Ma perché poi il generale non è tornato indietro, quando si capiva che non godeva di nessuna protezione? Quando ha rilasciato l’intervista a Giorgio Bocca, denunciando l’abbandono a se stesso e le promesse non mantenute da parte del governo? Una sorta di sacrificio, il suo. Perché, Certe cose non si fanno per coraggio, si fanno solo per guardare più serenamente negli occhi i nostri figli e i figli dei nostri figli. Queste le sue ultime parole in un discorso ufficiale, poco prima della morte.
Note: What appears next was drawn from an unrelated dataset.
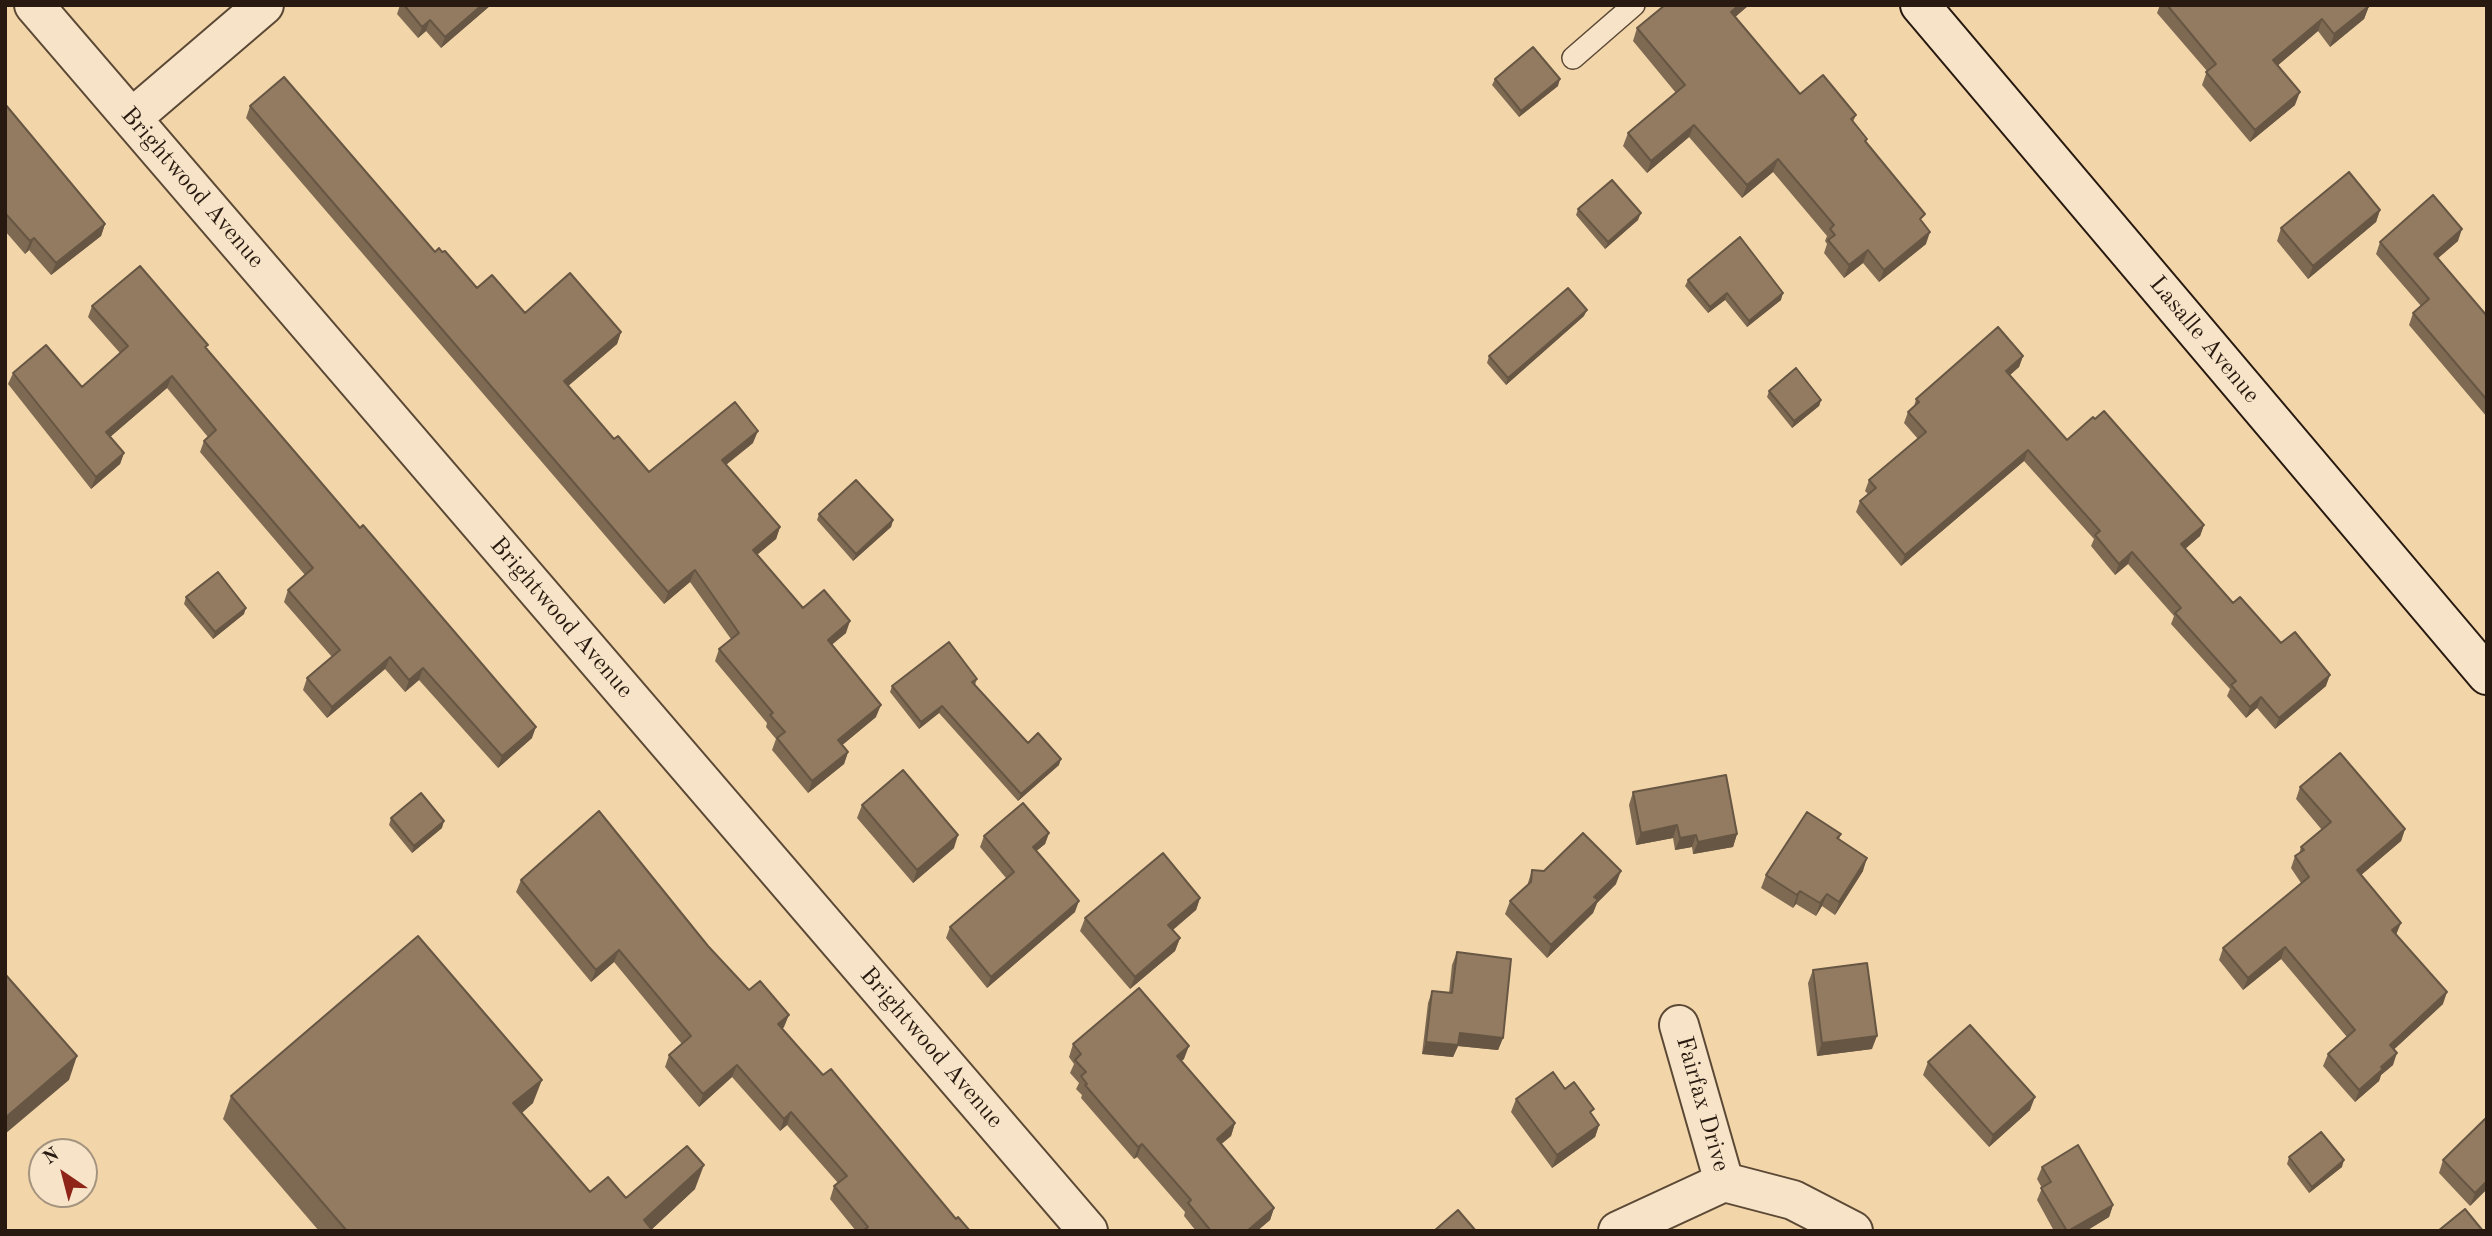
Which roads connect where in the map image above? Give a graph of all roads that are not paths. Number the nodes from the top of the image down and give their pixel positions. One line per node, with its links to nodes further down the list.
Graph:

La resa degli anni Settanta
Il nostro generale è una fiction che ha saputo raccontare la guerra tra lo Stato e le Brigate Rosse, attraverso gli anni dal ’73 all’82. Dai rapimenti lampo, alla cattura dei capi fino all’ultimo, Giovanni Senzani. Il rapimento Moro, ovviamente. L’atto più eclatante del terrorismo rosso, insieme al processo proletario a Roberto Peci, il fratello del pentito Patrizio. Forse è in quell’esecuzione barbara che sono finiti gli anni Ottanta, dice la voce narrante di Antonio Folletto, insieme a qualche immagine del riflusso che ne è seguito.
Proprio ad Antonio Folletto, una nota di merito per come ha aggiunto intensità alla narrazione. E a Teresa Saponangelo, nella resa dell’affidabilità del suo personaggio, modesto ma mai dimesso. Sergio Castellitto, invece, non ha bisogno di conferme ulteriori per la sua sapiente recitazione.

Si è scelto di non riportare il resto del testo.